##### RECORDS TO PROCESS #####
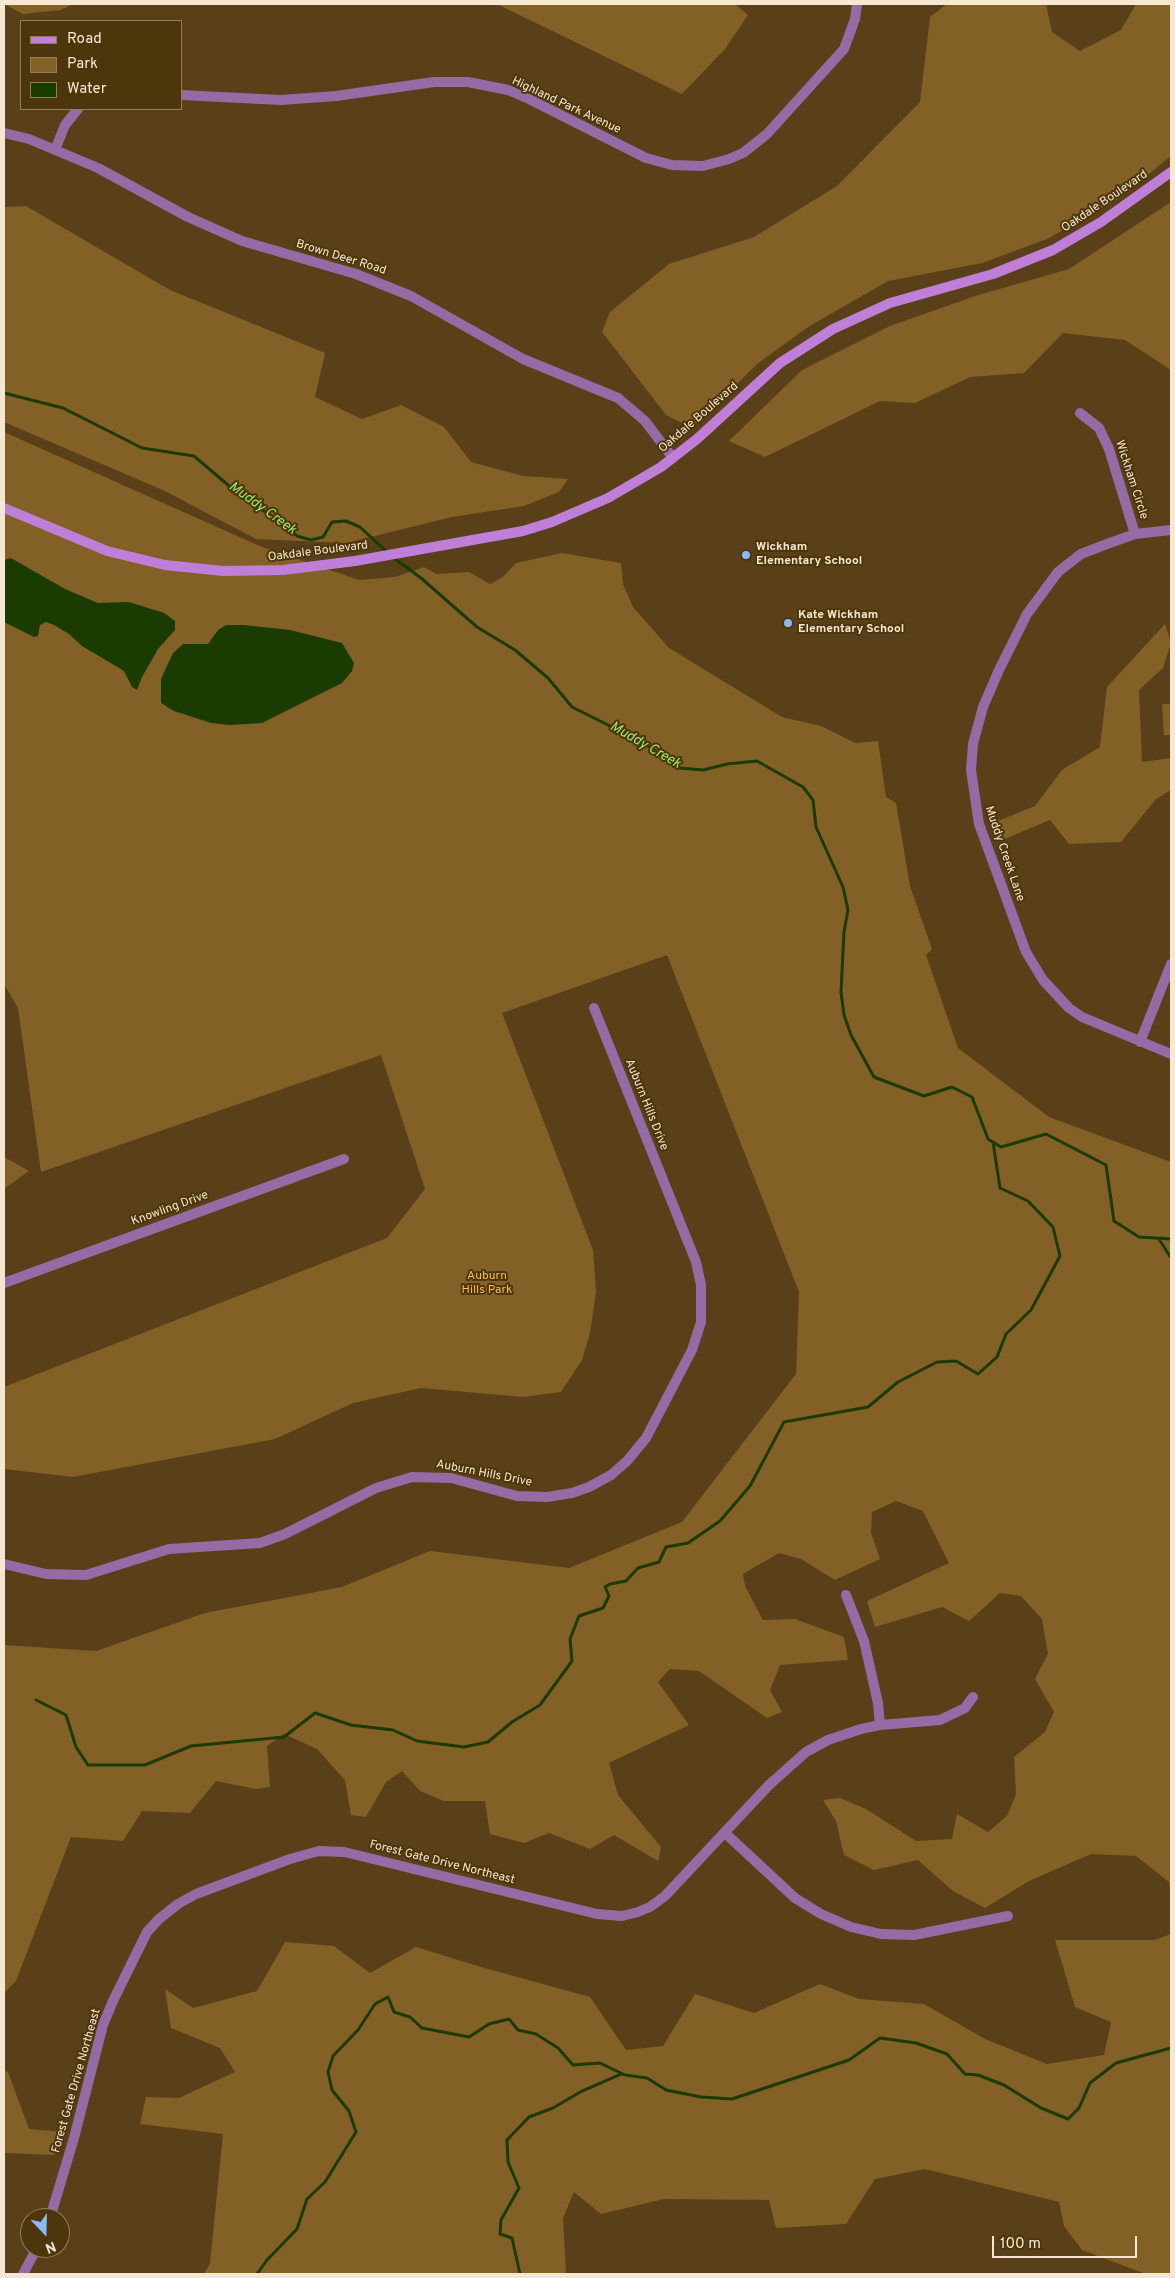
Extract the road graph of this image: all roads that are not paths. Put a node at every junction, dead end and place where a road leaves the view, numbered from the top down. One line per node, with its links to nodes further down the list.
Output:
1 (857, 4): 2 (street, Highland Park Avenue)
2 (182, 95)
3 (77, 110): 5 (street)
4 (4, 133): 5 (street, Brown Deer Road)
5 (55, 150): 8 (street, Brown Deer Road)
6 (1171, 172): 8 (main road, Oakdale Boulevard)
7 (1080, 413): 11 (street, Wickham Circle)
8 (673, 458): 9 (main road, Oakdale Boulevard)
9 (4, 508)
10 (1171, 530): 11 (street, Muddy Creek Lane)
11 (1135, 534): 14 (street, Muddy Creek Lane)
12 (1171, 964): 14 (street)
13 (594, 1008): 18 (street, Auburn Hills Drive)
14 (1140, 1042): 15 (street, Muddy Creek Lane)
15 (1171, 1054)
16 (344, 1159): 17 (street, Knowling Drive)
17 (4, 1283)
18 (4, 1564)
19 (846, 1595): 21 (street)
20 (973, 1697): 21 (street, Forest Gate Drive Northeast)
21 (880, 1725): 22 (street, Forest Gate Drive Northeast)
22 (726, 1833): 23 (street); 24 (street, Forest Gate Drive Northeast)
23 (1008, 1916)
24 (53, 2208)
25 (32, 2258): 26 (street)
26 (24, 2274)

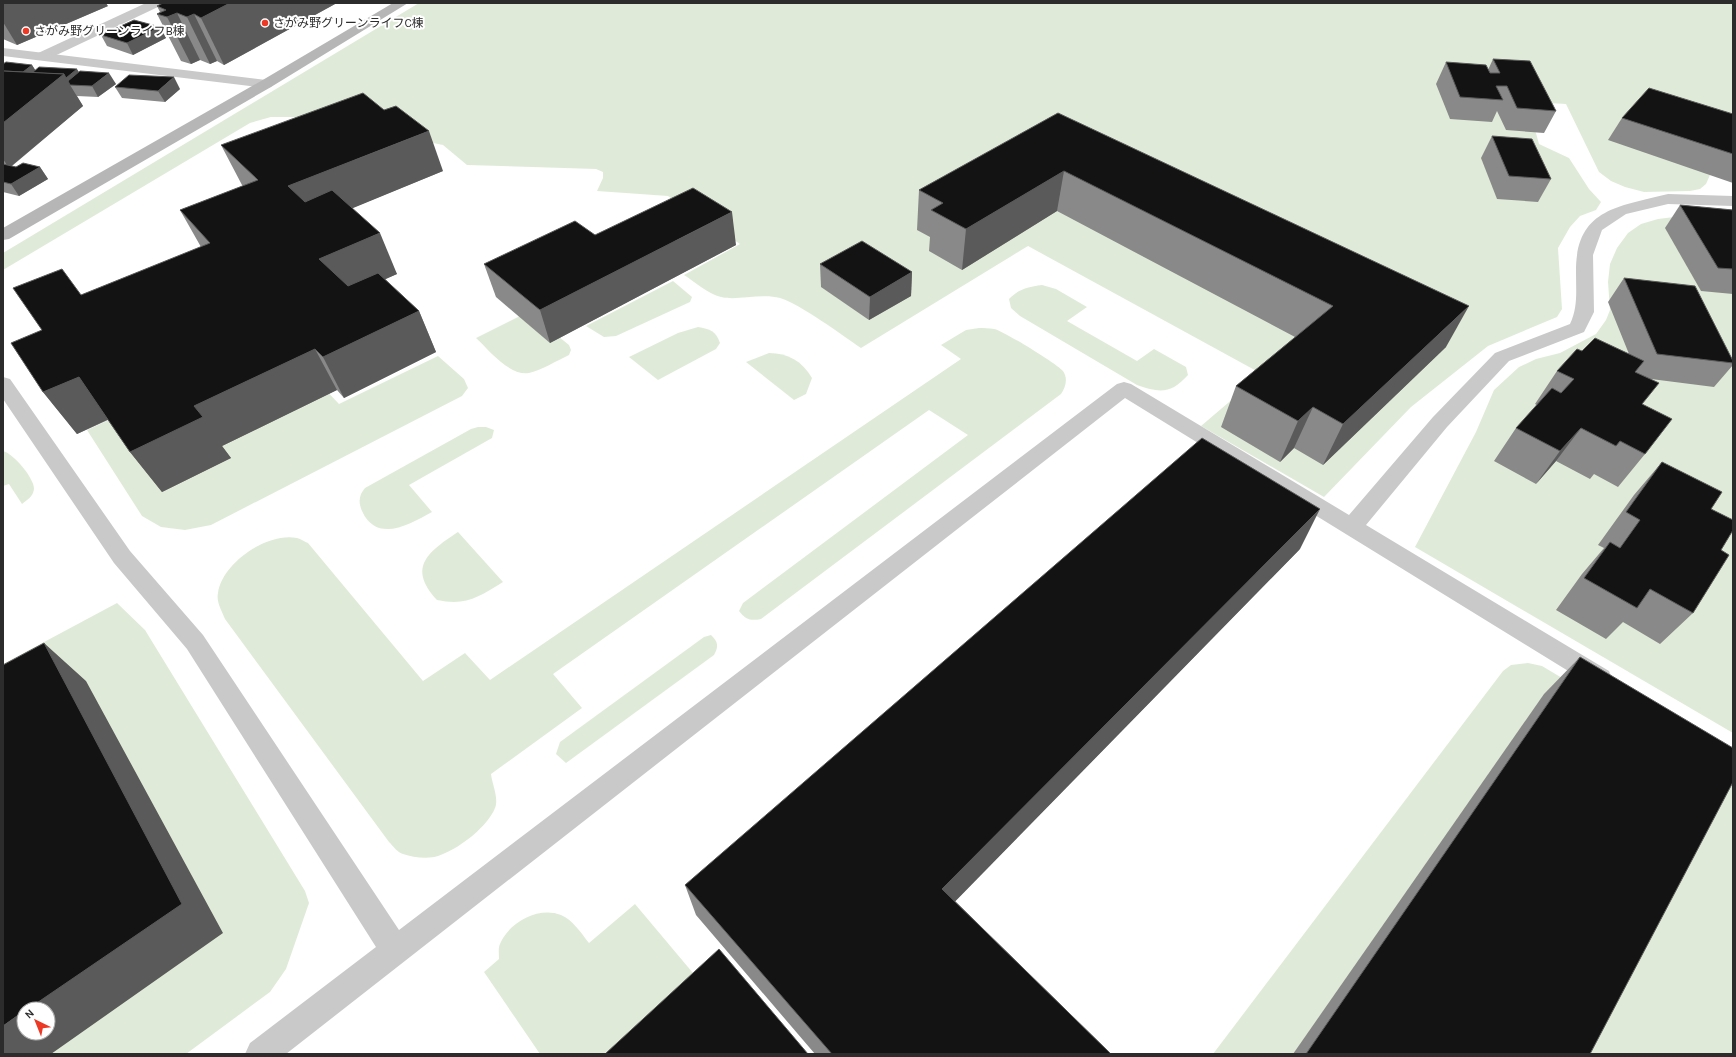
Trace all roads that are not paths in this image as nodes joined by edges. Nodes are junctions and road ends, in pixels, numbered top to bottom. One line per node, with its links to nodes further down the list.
1 (156, 3): 4 (street)
2 (402, 3): 5 (street)
3 (3, 52): 4 (street)
4 (41, 57): 5 (street)
5 (266, 84): 7 (street)
6 (1733, 201): 9 (street)
7 (3, 236)
8 (3, 384): 11 (street)
9 (1351, 526): 10 (street); 11 (street)
10 (1619, 690)
11 (396, 951): 12 (street)
12 (261, 1054)

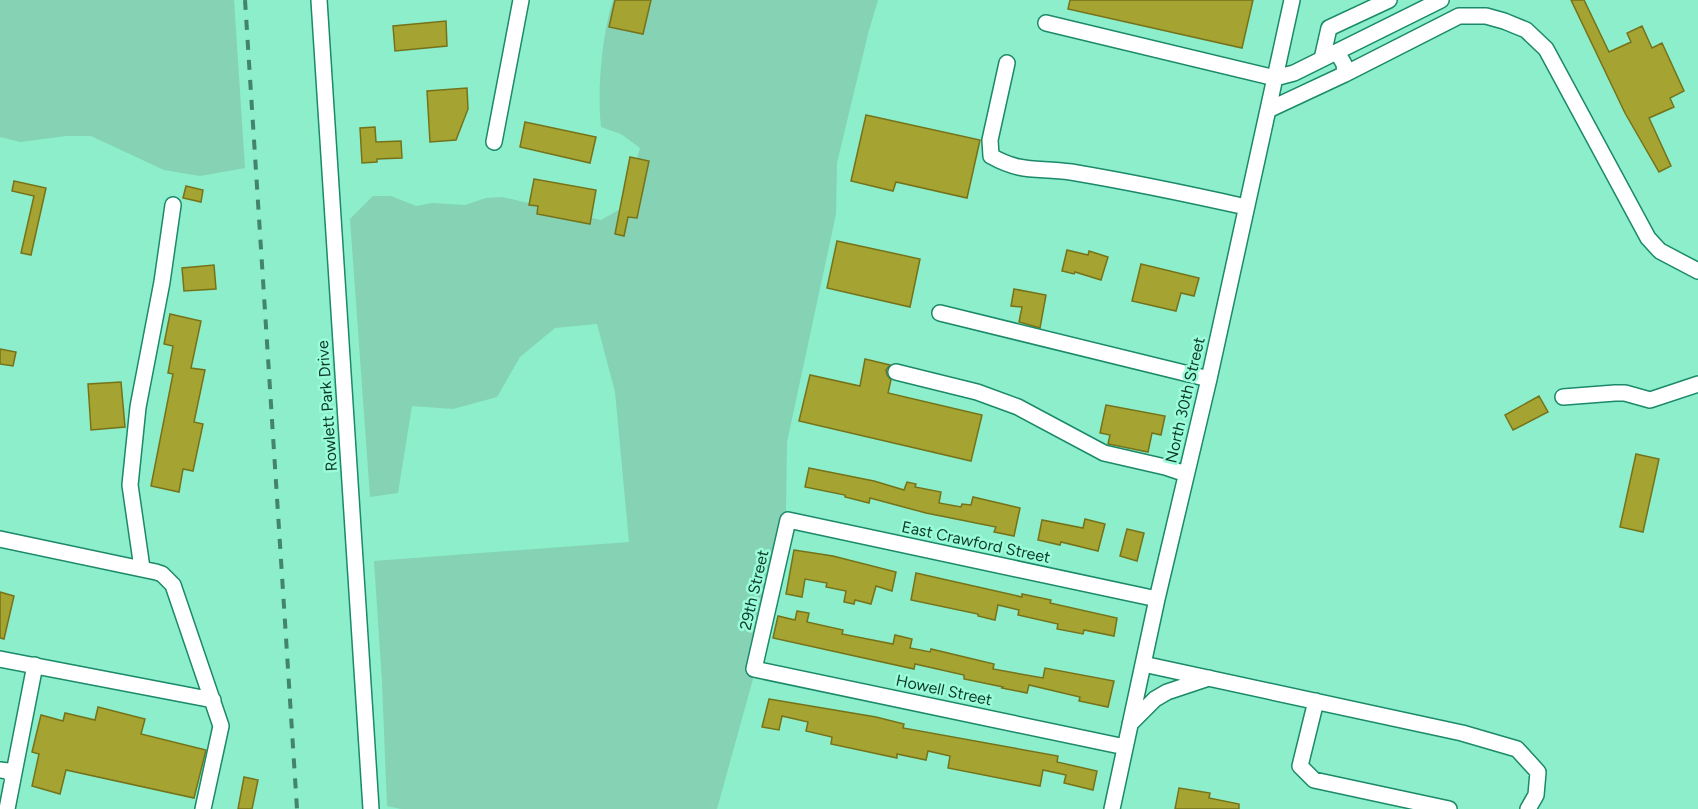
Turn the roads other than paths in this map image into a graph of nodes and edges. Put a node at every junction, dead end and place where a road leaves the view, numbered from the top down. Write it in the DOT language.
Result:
graph roads {
  1 [pos="319,0"];
  2 [pos="520,0"];
  3 [pos="1292,0"];
  4 [pos="1389,0"];
  5 [pos="1441,0"];
  6 [pos="1046,23"];
  7 [pos="1337,52"];
  8 [pos="1322,59"];
  9 [pos="1007,63"];
  10 [pos="1344,75"];
  11 [pos="1275,78"];
  12 [pos="1268,110"];
  13 [pos="494,142"];
  14 [pos="173,205"];
  15 [pos="1246,207"];
  16 [pos="1698,270"];
  17 [pos="940,313"];
  18 [pos="896,372"];
  19 [pos="1209,379"];
  20 [pos="1698,384"];
  21 [pos="1563,397"];
  22 [pos="1186,474"];
  23 [pos="788,520"];
  24 [pos="0,538"];
  25 [pos="142,568"];
  26 [pos="1157,600"];
  27 [pos="0,659"];
  28 [pos="1143,664"];
  29 [pos="35,665"];
  30 [pos="754,669"];
  31 [pos="1209,678"];
  32 [pos="213,700"];
  33 [pos="1316,701"];
  34 [pos="1130,724"];
  35 [pos="1125,747"];
  36 [pos="7,774"];
  37 [pos="8,809"];
  38 [pos="203,809"];
  39 [pos="370,809"];
  40 [pos="1112,809"];
  41 [pos="1449,809"];
  42 [pos="1528,809"];
  1 -- 39 [label="street, Rowlett Park Drive"];
  2 -- 13 [label="street"];
  3 -- 11 [label="street, North 30th Street"];
  4 -- 8 [label="street"];
  5 -- 7 [label="street"];
  6 -- 11 [label="street"];
  7 -- 8 [label="street"];
  7 -- 10 [label="street"];
  8 -- 11 [label="street"];
  9 -- 15 [label="street"];
  10 -- 12 [label="street"];
  10 -- 16 [label="street"];
  11 -- 12 [label="street, North 30th Street"];
  12 -- 15 [label="street, North 30th Street"];
  14 -- 25 [label="street"];
  15 -- 19 [label="street, North 30th Street"];
  17 -- 19 [label="street"];
  18 -- 22 [label="street"];
  19 -- 22 [label="street, North 30th Street"];
  20 -- 21 [label="street"];
  22 -- 26 [label="street, North 30th Street"];
  23 -- 26 [label="street, East Crawford Street"];
  23 -- 30 [label="street, 29th Street"];
  24 -- 25 [label="street"];
  25 -- 32 [label="street"];
  26 -- 28 [label="street, North 30th Street"];
  27 -- 29 [label="street"];
  28 -- 31 [label="street"];
  28 -- 34 [label="street, North 30th Street"];
  29 -- 32 [label="street"];
  29 -- 36 [label="street"];
  30 -- 35 [label="street, Howell Street"];
  31 -- 33 [label="street"];
  31 -- 34 [label="street"];
  32 -- 38 [label="street"];
  33 -- 41 [label="street"];
  33 -- 42 [label="street"];
  34 -- 35 [label="street, North 30th Street"];
  35 -- 40 [label="street, North 30th Street"];
  36 -- 37 [label="street"];
}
#####
▶ WHAT YOU SHOULD DO: The output is the records exactly as they read, with no pictures in it.

▶ SOLUTION FOR THIS PROBLEM:
Extract the road graph of this image: all roads that are not paths. Put a node at every junction, dead end and place where a road leaves the view, numbered from the top down. One line per node, with its links to nodes further down the list.
Output:
1 (857, 4): 2 (street, Highland Park Avenue)
2 (182, 95)
3 (77, 110): 5 (street)
4 (4, 133): 5 (street, Brown Deer Road)
5 (55, 150): 8 (street, Brown Deer Road)
6 (1171, 172): 8 (main road, Oakdale Boulevard)
7 (1080, 413): 11 (street, Wickham Circle)
8 (673, 458): 9 (main road, Oakdale Boulevard)
9 (4, 508)
10 (1171, 530): 11 (street, Muddy Creek Lane)
11 (1135, 534): 14 (street, Muddy Creek Lane)
12 (1171, 964): 14 (street)
13 (594, 1008): 18 (street, Auburn Hills Drive)
14 (1140, 1042): 15 (street, Muddy Creek Lane)
15 (1171, 1054)
16 (344, 1159): 17 (street, Knowling Drive)
17 (4, 1283)
18 (4, 1564)
19 (846, 1595): 21 (street)
20 (973, 1697): 21 (street, Forest Gate Drive Northeast)
21 (880, 1725): 22 (street, Forest Gate Drive Northeast)
22 (726, 1833): 23 (street); 24 (street, Forest Gate Drive Northeast)
23 (1008, 1916)
24 (53, 2208)
25 (32, 2258): 26 (street)
26 (24, 2274)

Trace all roads that are not paths in this image as nodes joined by edges. Nodes are junctions and road ends, in pixels, numbered top to bottom. One line per node, with its links to nodes further down the list.
1 (156, 3): 4 (street)
2 (402, 3): 5 (street)
3 (3, 52): 4 (street)
4 (41, 57): 5 (street)
5 (266, 84): 7 (street)
6 (1733, 201): 9 (street)
7 (3, 236)
8 (3, 384): 11 (street)
9 (1351, 526): 10 (street); 11 (street)
10 (1619, 690)
11 (396, 951): 12 (street)
12 (261, 1054)

Turn the roads other than paths in this map image into a graph of nodes and edges. Put a node at every junction, dead end and place where a road leaves the view, numbered from the top down. Write it in the DOT language.
Result:
graph roads {
  1 [pos="319,0"];
  2 [pos="520,0"];
  3 [pos="1292,0"];
  4 [pos="1389,0"];
  5 [pos="1441,0"];
  6 [pos="1046,23"];
  7 [pos="1337,52"];
  8 [pos="1322,59"];
  9 [pos="1007,63"];
  10 [pos="1344,75"];
  11 [pos="1275,78"];
  12 [pos="1268,110"];
  13 [pos="494,142"];
  14 [pos="173,205"];
  15 [pos="1246,207"];
  16 [pos="1698,270"];
  17 [pos="940,313"];
  18 [pos="896,372"];
  19 [pos="1209,379"];
  20 [pos="1698,384"];
  21 [pos="1563,397"];
  22 [pos="1186,474"];
  23 [pos="788,520"];
  24 [pos="0,538"];
  25 [pos="142,568"];
  26 [pos="1157,600"];
  27 [pos="0,659"];
  28 [pos="1143,664"];
  29 [pos="35,665"];
  30 [pos="754,669"];
  31 [pos="1209,678"];
  32 [pos="213,700"];
  33 [pos="1316,701"];
  34 [pos="1130,724"];
  35 [pos="1125,747"];
  36 [pos="7,774"];
  37 [pos="8,809"];
  38 [pos="203,809"];
  39 [pos="370,809"];
  40 [pos="1112,809"];
  41 [pos="1449,809"];
  42 [pos="1528,809"];
  1 -- 39 [label="street, Rowlett Park Drive"];
  2 -- 13 [label="street"];
  3 -- 11 [label="street, North 30th Street"];
  4 -- 8 [label="street"];
  5 -- 7 [label="street"];
  6 -- 11 [label="street"];
  7 -- 8 [label="street"];
  7 -- 10 [label="street"];
  8 -- 11 [label="street"];
  9 -- 15 [label="street"];
  10 -- 12 [label="street"];
  10 -- 16 [label="street"];
  11 -- 12 [label="street, North 30th Street"];
  12 -- 15 [label="street, North 30th Street"];
  14 -- 25 [label="street"];
  15 -- 19 [label="street, North 30th Street"];
  17 -- 19 [label="street"];
  18 -- 22 [label="street"];
  19 -- 22 [label="street, North 30th Street"];
  20 -- 21 [label="street"];
  22 -- 26 [label="street, North 30th Street"];
  23 -- 26 [label="street, East Crawford Street"];
  23 -- 30 [label="street, 29th Street"];
  24 -- 25 [label="street"];
  25 -- 32 [label="street"];
  26 -- 28 [label="street, North 30th Street"];
  27 -- 29 [label="street"];
  28 -- 31 [label="street"];
  28 -- 34 [label="street, North 30th Street"];
  29 -- 32 [label="street"];
  29 -- 36 [label="street"];
  30 -- 35 [label="street, Howell Street"];
  31 -- 33 [label="street"];
  31 -- 34 [label="street"];
  32 -- 38 [label="street"];
  33 -- 41 [label="street"];
  33 -- 42 [label="street"];
  34 -- 35 [label="street, North 30th Street"];
  35 -- 40 [label="street, North 30th Street"];
  36 -- 37 [label="street"];
}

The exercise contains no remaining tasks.